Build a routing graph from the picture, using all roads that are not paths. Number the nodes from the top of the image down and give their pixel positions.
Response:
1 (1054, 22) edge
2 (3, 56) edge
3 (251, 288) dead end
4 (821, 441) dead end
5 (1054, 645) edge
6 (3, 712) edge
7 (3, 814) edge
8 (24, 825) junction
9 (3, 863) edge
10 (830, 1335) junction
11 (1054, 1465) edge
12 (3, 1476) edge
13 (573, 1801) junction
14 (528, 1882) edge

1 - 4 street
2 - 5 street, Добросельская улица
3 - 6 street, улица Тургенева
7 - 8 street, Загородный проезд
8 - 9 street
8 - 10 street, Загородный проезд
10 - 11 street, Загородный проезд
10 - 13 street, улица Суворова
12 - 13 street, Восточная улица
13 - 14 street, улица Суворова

### [PROBLEM STATEMENT]
The entries above are to be restated word for word.

### [TASK ANSWER]
Build a routing graph from the picture, using all roads that are not paths. Number the nodes from the top of the image down and give their pixel positions.
Response:
1 (1054, 22) edge
2 (3, 56) edge
3 (251, 288) dead end
4 (821, 441) dead end
5 (1054, 645) edge
6 (3, 712) edge
7 (3, 814) edge
8 (24, 825) junction
9 (3, 863) edge
10 (830, 1335) junction
11 (1054, 1465) edge
12 (3, 1476) edge
13 (573, 1801) junction
14 (528, 1882) edge

1 - 4 street
2 - 5 street, Добросельская улица
3 - 6 street, улица Тургенева
7 - 8 street, Загородный проезд
8 - 9 street
8 - 10 street, Загородный проезд
10 - 11 street, Загородный проезд
10 - 13 street, улица Суворова
12 - 13 street, Восточная улица
13 - 14 street, улица Суворова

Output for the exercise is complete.